On Nov. 11, Maersk reported a 2.8% increase in profit last quarter -- before interest, tax, depreciation and amortization -- to $3.20 billion. Maersk’s oil unit saw earnings fall 4.6% to $915 million, with the drop in crude prices outweighing the benefit of lower bunker fuel prices at the shipping line.

Maersk shares fell 1.1% as of 12:56 p.m. in Copenhagen to 12,650 kroner, after declining 3.5 % on Nov. 11. The stock has gained 7.5% this year, compared with a 20% increase in the benchmark OMX Copenhagen 20 index of Denmark’s most-traded companies.

Maersk on average sold a barrel of oil for $102 in the third quarter, 7.3% less than last year. It said longer-term contracts protect it somewhat from fluctuating market prices.

Under Pressure

Declining oil prices “will be a challenge for some time as drilling rig charters are under pressure already, and will probably have to go even lower yet,” Smedegaard Andersen said. “There are enough rigs for deepwater exploration, but some of the older rigs still operating need to be competed out of the market.”

The company is back in acquisition mode and may use the development in the oil industry as an opportunity to buy, according to Karl Thorngren, head of M&A and projects at Maersk.

“There is a quite fluid M&A market in oil, especially as some of the supermajors are retracting from some of their positions, which could be something we look at to grow our own business,” Thorngren said in an interview last week.

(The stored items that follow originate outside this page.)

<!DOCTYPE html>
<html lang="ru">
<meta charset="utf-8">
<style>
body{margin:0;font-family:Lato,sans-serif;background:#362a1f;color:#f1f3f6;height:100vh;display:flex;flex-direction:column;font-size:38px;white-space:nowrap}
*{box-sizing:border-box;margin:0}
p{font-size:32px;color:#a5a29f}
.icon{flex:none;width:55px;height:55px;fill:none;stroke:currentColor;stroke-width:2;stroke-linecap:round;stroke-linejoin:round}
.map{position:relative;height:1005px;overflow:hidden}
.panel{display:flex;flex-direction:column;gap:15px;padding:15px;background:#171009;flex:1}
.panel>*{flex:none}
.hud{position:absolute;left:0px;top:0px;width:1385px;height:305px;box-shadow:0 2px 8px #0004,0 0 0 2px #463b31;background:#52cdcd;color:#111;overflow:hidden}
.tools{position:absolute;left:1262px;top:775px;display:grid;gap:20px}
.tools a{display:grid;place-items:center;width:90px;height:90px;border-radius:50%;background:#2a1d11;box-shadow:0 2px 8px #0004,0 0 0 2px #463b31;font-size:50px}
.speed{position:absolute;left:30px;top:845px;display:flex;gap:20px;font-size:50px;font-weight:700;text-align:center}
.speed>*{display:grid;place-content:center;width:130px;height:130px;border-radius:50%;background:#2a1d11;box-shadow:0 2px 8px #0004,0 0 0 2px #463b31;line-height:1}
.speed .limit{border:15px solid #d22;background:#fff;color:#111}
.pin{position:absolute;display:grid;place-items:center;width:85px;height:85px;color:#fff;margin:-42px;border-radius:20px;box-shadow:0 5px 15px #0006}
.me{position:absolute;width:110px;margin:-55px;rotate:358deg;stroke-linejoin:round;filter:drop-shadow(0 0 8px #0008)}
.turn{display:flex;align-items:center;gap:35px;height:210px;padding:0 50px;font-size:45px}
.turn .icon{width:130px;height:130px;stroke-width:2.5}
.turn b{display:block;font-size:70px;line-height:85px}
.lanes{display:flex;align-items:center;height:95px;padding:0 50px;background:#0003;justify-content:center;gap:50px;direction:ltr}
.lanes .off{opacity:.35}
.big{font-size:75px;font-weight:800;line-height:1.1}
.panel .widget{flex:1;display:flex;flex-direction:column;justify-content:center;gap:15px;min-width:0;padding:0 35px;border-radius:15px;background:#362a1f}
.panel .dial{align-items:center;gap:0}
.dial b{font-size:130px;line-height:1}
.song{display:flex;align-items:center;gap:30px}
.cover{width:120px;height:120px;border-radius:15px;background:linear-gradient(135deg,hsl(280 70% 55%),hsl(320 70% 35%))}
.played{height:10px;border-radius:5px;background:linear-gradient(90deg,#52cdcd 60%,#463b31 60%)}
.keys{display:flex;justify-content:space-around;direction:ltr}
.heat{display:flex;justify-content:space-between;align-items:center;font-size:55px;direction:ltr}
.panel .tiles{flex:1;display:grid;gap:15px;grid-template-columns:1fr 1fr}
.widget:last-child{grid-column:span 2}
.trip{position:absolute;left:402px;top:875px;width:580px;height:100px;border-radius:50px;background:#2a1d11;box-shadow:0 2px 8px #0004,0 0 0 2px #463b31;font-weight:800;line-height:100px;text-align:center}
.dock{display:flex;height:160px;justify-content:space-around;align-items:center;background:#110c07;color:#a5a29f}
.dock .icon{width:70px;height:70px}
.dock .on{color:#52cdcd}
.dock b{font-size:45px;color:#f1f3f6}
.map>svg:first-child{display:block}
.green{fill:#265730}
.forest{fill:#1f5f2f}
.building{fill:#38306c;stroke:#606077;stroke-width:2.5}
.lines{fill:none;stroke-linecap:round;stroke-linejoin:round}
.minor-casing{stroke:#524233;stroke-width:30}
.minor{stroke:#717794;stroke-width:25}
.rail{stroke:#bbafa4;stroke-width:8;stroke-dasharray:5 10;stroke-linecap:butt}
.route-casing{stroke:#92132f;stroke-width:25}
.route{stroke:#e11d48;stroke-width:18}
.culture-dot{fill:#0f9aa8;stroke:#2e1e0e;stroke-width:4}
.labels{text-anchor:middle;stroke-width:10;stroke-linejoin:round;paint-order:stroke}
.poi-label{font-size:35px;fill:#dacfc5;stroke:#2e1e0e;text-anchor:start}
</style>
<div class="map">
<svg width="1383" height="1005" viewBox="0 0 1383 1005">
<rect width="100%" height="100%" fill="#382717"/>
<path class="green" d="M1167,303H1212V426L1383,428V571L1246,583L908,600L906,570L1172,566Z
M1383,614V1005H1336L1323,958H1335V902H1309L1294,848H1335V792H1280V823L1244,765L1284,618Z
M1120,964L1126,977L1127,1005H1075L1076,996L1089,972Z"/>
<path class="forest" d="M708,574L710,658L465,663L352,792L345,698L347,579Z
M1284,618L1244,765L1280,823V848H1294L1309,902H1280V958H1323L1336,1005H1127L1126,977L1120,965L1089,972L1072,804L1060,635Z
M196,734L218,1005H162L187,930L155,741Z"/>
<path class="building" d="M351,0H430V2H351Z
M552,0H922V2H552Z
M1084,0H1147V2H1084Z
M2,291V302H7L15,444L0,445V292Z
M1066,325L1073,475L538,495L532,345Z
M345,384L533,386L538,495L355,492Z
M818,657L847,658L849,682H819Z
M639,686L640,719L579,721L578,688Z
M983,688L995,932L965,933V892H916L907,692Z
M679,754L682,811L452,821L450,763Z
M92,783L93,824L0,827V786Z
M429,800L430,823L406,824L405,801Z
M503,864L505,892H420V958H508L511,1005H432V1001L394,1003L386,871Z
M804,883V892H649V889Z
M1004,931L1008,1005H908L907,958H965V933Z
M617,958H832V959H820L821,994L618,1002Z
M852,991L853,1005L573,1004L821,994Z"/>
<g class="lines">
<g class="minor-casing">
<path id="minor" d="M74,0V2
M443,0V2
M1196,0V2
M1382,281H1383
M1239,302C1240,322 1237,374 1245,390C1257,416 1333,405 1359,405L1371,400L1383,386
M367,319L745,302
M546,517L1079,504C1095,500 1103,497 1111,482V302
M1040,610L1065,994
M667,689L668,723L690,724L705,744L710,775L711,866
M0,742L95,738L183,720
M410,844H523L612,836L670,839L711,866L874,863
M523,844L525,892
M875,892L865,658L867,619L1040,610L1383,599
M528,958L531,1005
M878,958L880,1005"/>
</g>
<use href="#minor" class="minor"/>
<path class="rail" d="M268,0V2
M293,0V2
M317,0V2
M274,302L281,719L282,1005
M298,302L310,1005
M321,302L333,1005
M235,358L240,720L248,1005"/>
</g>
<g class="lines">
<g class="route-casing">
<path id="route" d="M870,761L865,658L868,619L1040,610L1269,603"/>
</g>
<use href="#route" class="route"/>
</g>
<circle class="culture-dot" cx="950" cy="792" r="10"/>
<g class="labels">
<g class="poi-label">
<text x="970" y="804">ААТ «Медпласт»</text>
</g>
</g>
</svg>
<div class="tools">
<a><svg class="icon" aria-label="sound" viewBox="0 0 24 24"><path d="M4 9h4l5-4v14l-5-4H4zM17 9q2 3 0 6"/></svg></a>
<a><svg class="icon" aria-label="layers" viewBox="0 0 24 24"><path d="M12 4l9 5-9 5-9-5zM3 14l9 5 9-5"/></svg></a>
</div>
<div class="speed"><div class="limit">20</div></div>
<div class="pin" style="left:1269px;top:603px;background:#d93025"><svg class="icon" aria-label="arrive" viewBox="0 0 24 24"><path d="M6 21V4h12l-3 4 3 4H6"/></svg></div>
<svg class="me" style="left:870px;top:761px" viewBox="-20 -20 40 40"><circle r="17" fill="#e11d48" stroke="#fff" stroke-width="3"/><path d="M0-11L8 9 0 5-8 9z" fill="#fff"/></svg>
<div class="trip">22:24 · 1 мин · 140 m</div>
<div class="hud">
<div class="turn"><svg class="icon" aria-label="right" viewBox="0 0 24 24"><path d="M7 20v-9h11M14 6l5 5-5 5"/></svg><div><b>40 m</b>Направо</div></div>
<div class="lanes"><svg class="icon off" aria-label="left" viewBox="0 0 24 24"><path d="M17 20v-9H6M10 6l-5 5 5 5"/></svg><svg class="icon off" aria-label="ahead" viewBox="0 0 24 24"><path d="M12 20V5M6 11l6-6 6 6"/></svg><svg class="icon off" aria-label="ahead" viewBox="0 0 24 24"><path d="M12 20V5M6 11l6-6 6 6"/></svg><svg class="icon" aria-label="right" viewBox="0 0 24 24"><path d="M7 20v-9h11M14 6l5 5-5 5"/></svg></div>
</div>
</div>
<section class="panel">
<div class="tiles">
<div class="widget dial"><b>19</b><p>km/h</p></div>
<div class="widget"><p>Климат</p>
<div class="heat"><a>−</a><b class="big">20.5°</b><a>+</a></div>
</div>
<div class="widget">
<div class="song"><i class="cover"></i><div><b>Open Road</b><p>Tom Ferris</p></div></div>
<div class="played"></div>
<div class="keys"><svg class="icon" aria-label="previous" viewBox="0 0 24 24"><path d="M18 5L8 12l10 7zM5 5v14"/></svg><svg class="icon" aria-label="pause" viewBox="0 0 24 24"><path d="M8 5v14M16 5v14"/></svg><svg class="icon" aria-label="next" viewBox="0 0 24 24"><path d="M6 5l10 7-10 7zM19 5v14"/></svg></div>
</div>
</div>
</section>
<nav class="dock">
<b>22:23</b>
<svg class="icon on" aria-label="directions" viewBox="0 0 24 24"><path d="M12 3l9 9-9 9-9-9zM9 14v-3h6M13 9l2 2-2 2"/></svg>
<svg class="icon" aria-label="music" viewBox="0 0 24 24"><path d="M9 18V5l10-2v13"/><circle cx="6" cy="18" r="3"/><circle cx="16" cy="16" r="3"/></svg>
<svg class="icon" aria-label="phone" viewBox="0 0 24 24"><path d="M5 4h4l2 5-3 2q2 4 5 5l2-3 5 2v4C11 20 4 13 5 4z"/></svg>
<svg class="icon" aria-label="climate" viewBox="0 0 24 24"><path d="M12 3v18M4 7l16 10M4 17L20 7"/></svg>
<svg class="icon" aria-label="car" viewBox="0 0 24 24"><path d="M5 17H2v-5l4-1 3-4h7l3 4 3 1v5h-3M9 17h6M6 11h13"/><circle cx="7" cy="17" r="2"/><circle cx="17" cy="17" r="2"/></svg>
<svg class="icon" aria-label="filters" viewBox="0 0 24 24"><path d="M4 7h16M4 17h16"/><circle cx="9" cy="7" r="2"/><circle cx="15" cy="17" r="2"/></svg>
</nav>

Maersk reiterated on Nov. 11 that group earnings will reach $4.5 billion this year, excluding discontinued operations, impairment losses and divestment gains. Third-quarter profit was in line with the $3.22 billion estimate of six analysts surveyed by Bloomberg. Capital expenditure this year will amount to $9 billion, compared with an earlier forecast for about $10 billion, it said.